Prompt> For this task, copy all of the data below exactly and skip the pictures.

Provided data>
|---|
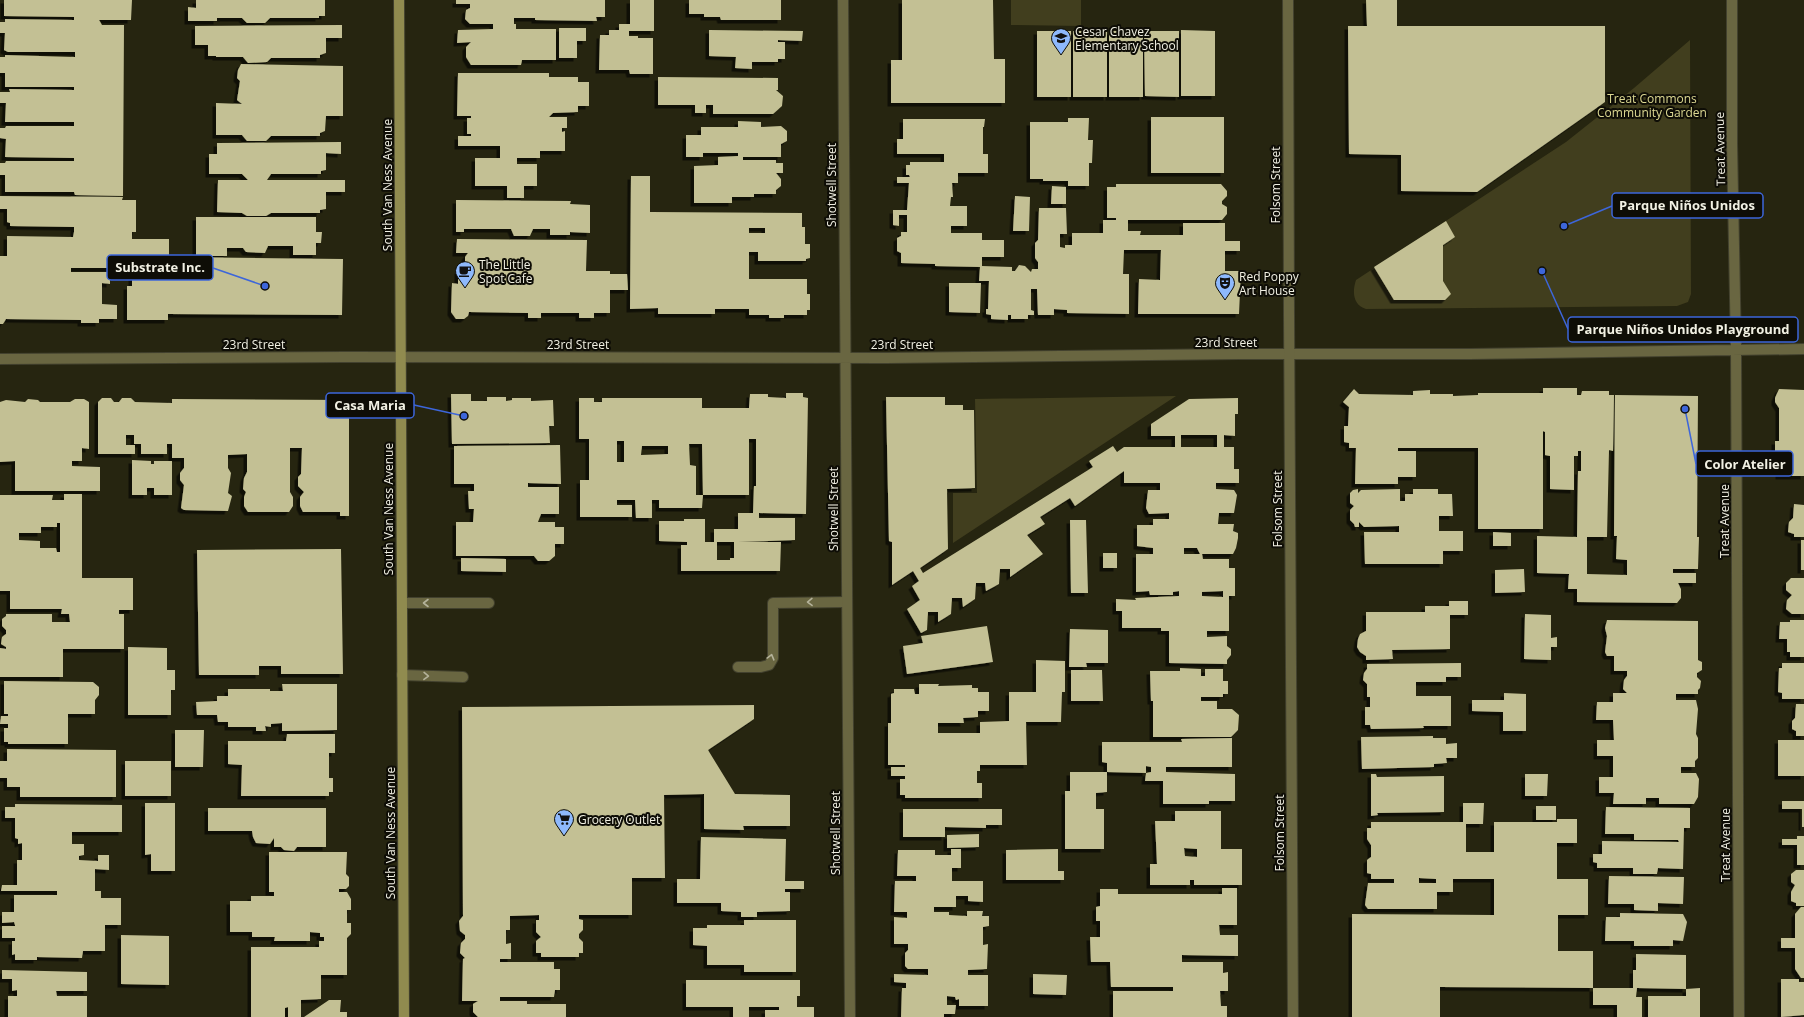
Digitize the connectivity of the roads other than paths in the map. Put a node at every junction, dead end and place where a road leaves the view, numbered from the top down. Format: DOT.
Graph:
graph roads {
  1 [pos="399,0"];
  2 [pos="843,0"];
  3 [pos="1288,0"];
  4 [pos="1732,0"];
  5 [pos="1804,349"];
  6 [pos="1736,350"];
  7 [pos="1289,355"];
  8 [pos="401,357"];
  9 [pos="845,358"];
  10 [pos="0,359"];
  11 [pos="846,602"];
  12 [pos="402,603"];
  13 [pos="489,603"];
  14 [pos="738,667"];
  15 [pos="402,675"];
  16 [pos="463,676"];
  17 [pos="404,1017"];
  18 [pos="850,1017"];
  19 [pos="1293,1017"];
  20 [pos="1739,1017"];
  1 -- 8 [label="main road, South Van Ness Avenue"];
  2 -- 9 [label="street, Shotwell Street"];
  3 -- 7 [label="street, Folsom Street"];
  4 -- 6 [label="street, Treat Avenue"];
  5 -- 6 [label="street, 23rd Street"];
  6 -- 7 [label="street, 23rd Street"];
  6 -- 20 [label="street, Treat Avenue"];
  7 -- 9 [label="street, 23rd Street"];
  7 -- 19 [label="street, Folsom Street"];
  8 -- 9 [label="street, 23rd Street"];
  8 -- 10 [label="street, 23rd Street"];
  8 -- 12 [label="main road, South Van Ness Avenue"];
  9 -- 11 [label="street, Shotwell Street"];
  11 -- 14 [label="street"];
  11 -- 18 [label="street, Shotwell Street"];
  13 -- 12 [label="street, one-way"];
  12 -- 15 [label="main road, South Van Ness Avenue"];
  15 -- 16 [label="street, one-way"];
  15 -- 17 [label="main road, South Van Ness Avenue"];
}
|---|
Problem solution>
Digitize the connectivity of the roads other than paths in the map. Put a node at every junction, dead end and place where a road leaves the view, numbered from the top down. Format: DOT.
Graph:
graph roads {
  1 [pos="399,0"];
  2 [pos="843,0"];
  3 [pos="1288,0"];
  4 [pos="1732,0"];
  5 [pos="1804,349"];
  6 [pos="1736,350"];
  7 [pos="1289,355"];
  8 [pos="401,357"];
  9 [pos="845,358"];
  10 [pos="0,359"];
  11 [pos="846,602"];
  12 [pos="402,603"];
  13 [pos="489,603"];
  14 [pos="738,667"];
  15 [pos="402,675"];
  16 [pos="463,676"];
  17 [pos="404,1017"];
  18 [pos="850,1017"];
  19 [pos="1293,1017"];
  20 [pos="1739,1017"];
  1 -- 8 [label="main road, South Van Ness Avenue"];
  2 -- 9 [label="street, Shotwell Street"];
  3 -- 7 [label="street, Folsom Street"];
  4 -- 6 [label="street, Treat Avenue"];
  5 -- 6 [label="street, 23rd Street"];
  6 -- 7 [label="street, 23rd Street"];
  6 -- 20 [label="street, Treat Avenue"];
  7 -- 9 [label="street, 23rd Street"];
  7 -- 19 [label="street, Folsom Street"];
  8 -- 9 [label="street, 23rd Street"];
  8 -- 10 [label="street, 23rd Street"];
  8 -- 12 [label="main road, South Van Ness Avenue"];
  9 -- 11 [label="street, Shotwell Street"];
  11 -- 14 [label="street"];
  11 -- 18 [label="street, Shotwell Street"];
  13 -- 12 [label="street, one-way"];
  12 -- 15 [label="main road, South Van Ness Avenue"];
  15 -- 16 [label="street, one-way"];
  15 -- 17 [label="main road, South Van Ness Avenue"];
}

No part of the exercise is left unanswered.